What happened

WTI crude hit $111.54 per barrel on Friday. Brent traded at $109.03. Both benchmarks have risen more than 50% since the US and Israel launched strikes on Iran on 28 February.

Iran closed the Strait of Hormuz in retaliation. The strait normally carries roughly 20 million barrels of oil per day, about 20% of global seaborne oil trade. Shipping traffic has dropped by 90 to 95%.

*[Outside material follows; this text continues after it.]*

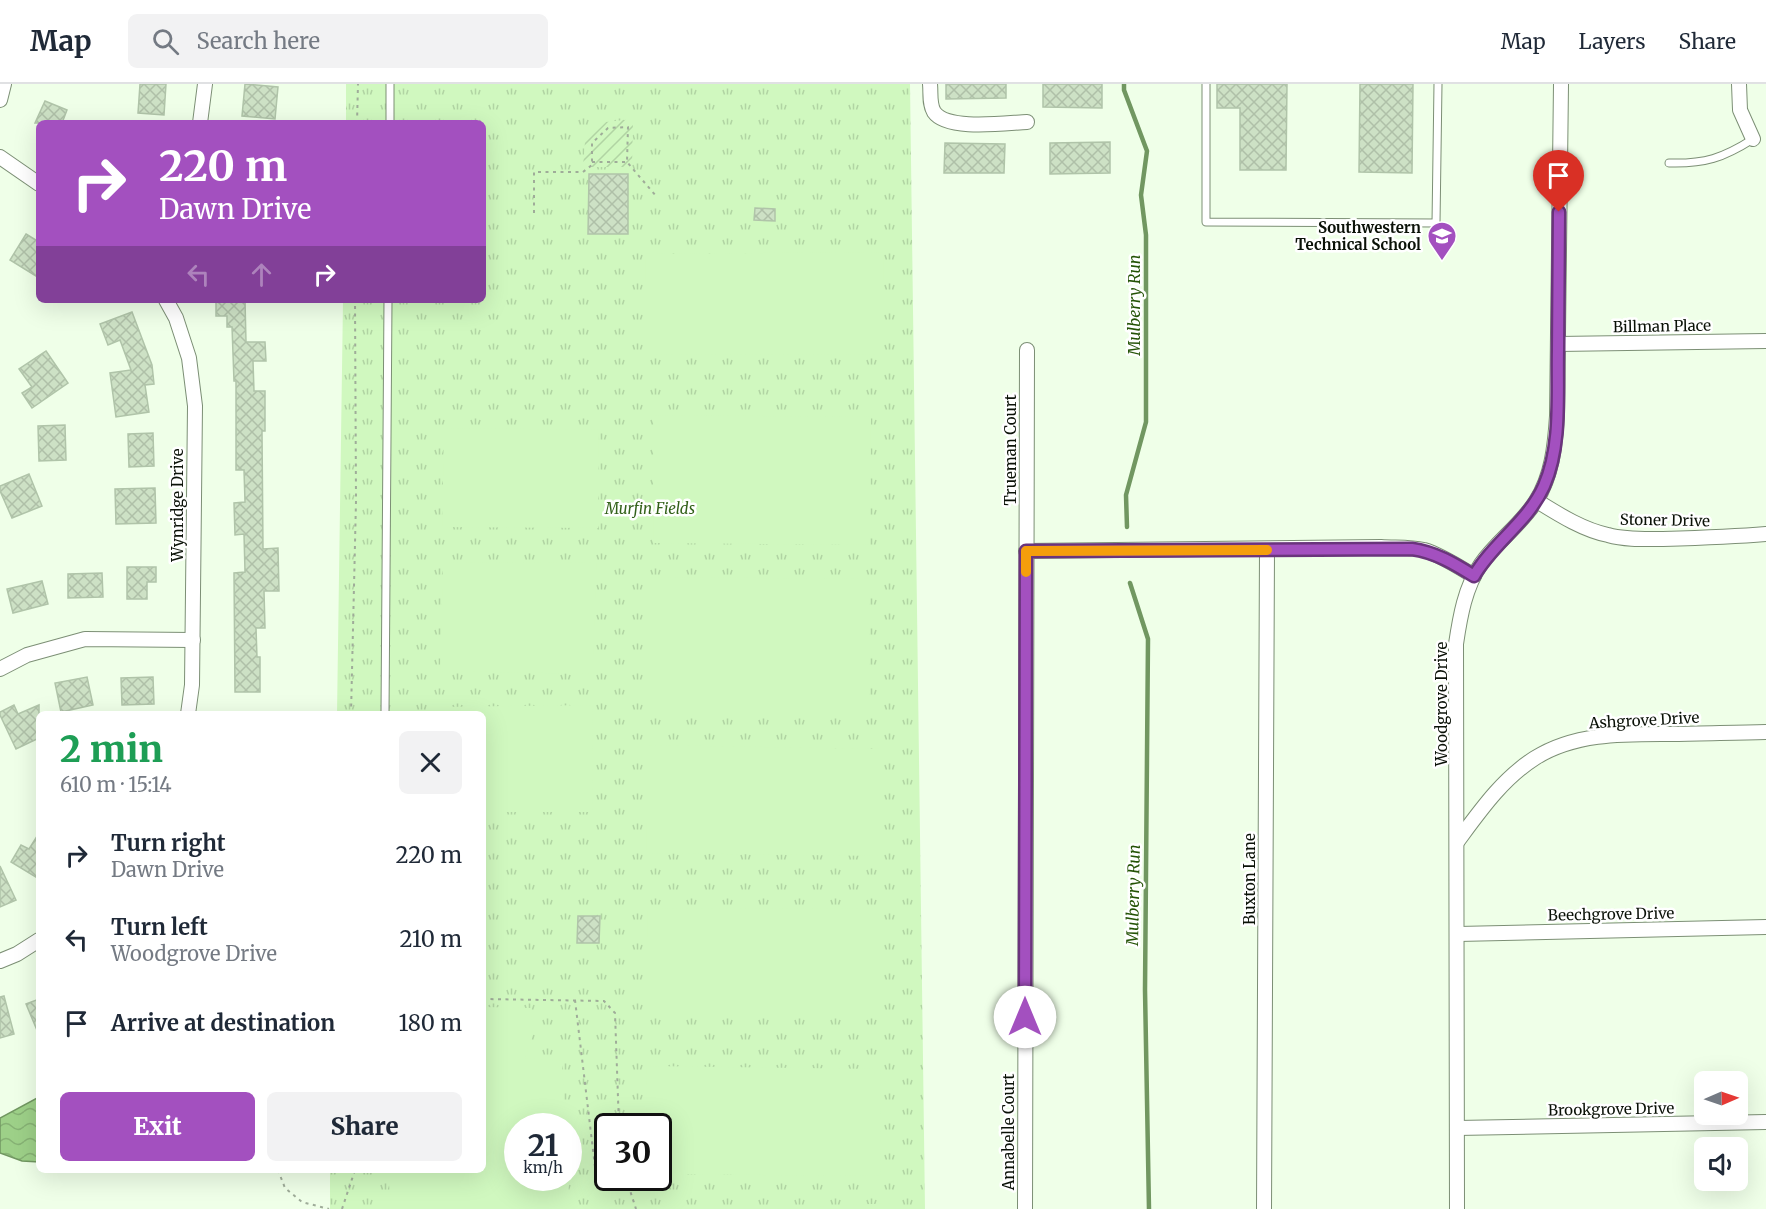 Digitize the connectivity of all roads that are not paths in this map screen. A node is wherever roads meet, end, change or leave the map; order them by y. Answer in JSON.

Why it matters: The IEA called this “the largest supply disruption in the history of the global oil market.” The economic consequences are spreading across every major economy.

The numbers

Brent crude surged from $72.48 on 28 February to a peak of $126 per barrel in March, a rise of over 70% in one month. Prices have since pulled back but remain above $100.

US petrol prices hit $4 per gallon by 31 March, a 30% increase since the conflict began. Regional oil production has dropped by at least 10 million barrels per day.

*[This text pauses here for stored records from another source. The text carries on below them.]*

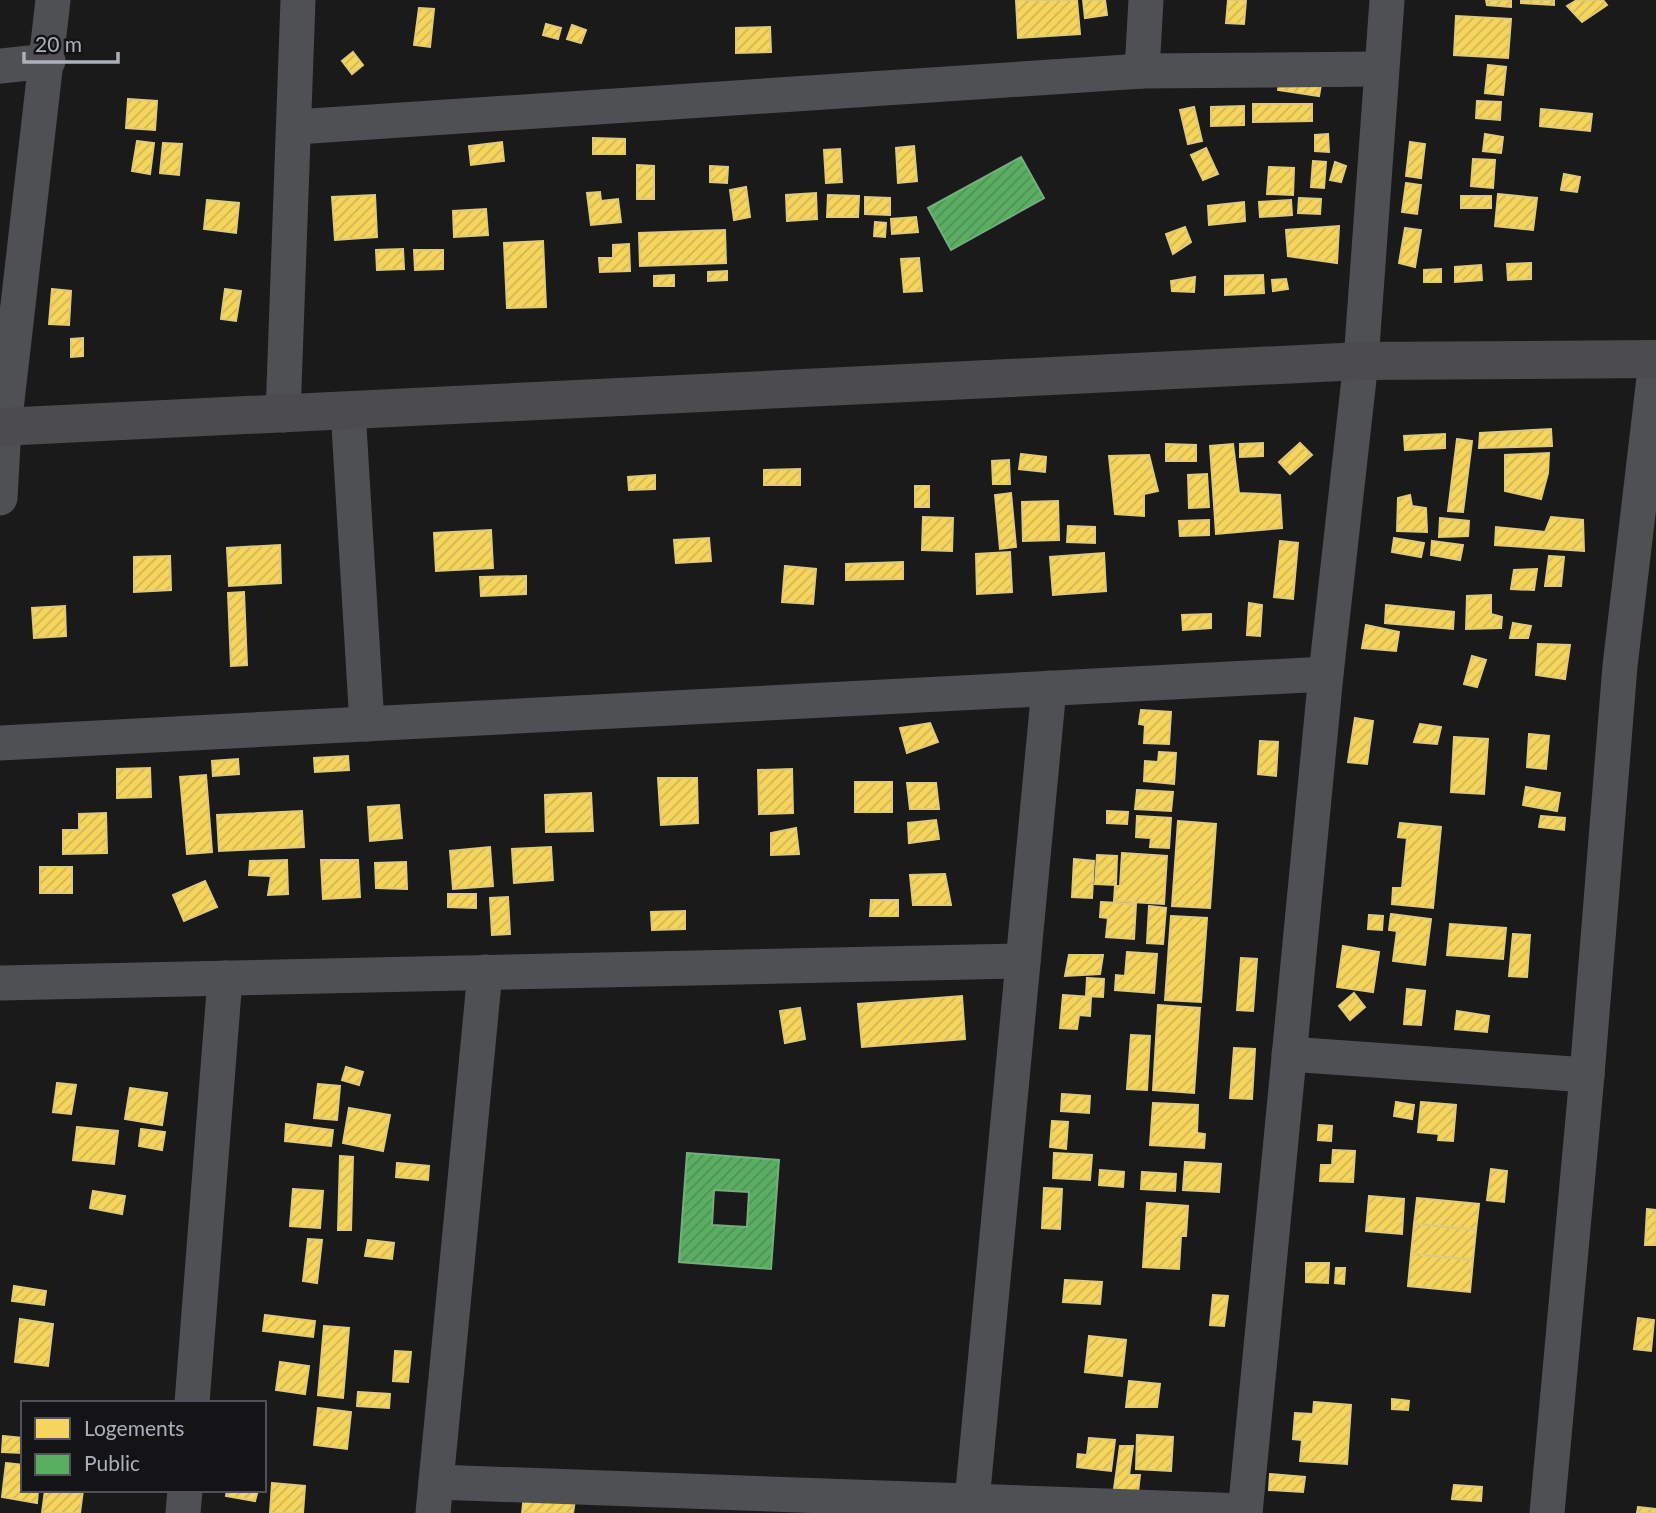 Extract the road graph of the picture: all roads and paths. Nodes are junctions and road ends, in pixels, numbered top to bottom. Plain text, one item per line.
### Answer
1 (53, 0) edge
2 (299, 0) edge
3 (1146, 0) edge
4 (1387, 0) edge
5 (48, 61) junction
6 (0, 66) edge
7 (1381, 69) junction
8 (1142, 71) junction
9 (296, 127) junction
10 (1656, 360) edge
11 (1361, 361) junction
12 (348, 410) junction
13 (284, 415) junction
14 (2, 427) edge
15 (0, 498) edge
16 (1326, 674) junction
17 (1049, 688) junction
18 (367, 724) junction
19 (0, 743) edge
20 (1023, 961) junction
21 (485, 972) junction
22 (225, 978) junction
23 (0, 983) edge
24 (1289, 1054) junction
25 (1587, 1075) junction
26 (192, 1401) edge
27 (185, 1492) edge
28 (434, 1497) edge
29 (972, 1501) junction
30 (1245, 1512) edge
31 (183, 1513) edge
32 (1547, 1513) edge

1 - 5 street
2 - 9 street
3 - 8 street
4 - 7 street
5 - 6 street
5 - 14 street
7 - 8 street
7 - 11 street
8 - 9 street
9 - 13 street
10 - 11 main road
10 - 25 street
11 - 12 main road
11 - 16 street
12 - 13 main road
12 - 18 street
13 - 14 main road
14 - 15 street
16 - 17 street
16 - 24 street
17 - 18 street
17 - 20 street
18 - 19 street
20 - 21 street
20 - 29 street
21 - 22 street
21 - 28 street
22 - 23 street
22 - 26 street
24 - 25 street
24 - 30 street
25 - 32 street
27 - 31 street
28 - 29 street
29 - 30 street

QatarEnergy declared force majeure on all LNG exports. Asian LNG spot prices increased over 140%. The European gas benchmark nearly doubled to over EUR 60 per megawatt hour.

Market fallout

South Korea’s KOSPI suffered a 12% single-day crash, its worst since 2008. Pakistan’s KSE 100 lost 9.57%. The US 10-year bond yield jumped to 4.46%.

The 30-year US mortgage rate climbed to 6.38%. Iran’s economy is expected to shrink by 10%. UK inflation is projected to breach 5% this year.

What happens next

IEA head Fatih Birol warned that “April will be much worse than March.” The IEA is considering further releases of strategic petroleum reserves, though previous releases have failed to meaningfully suppress prices.

President Trump has issued a Monday deadline for Iran to fully reopen the strait. If the closure persists through summer, the IEA projects high risks of technical recession in Europe. An estimated $25 billion is needed to repair damaged Gulf infrastructure.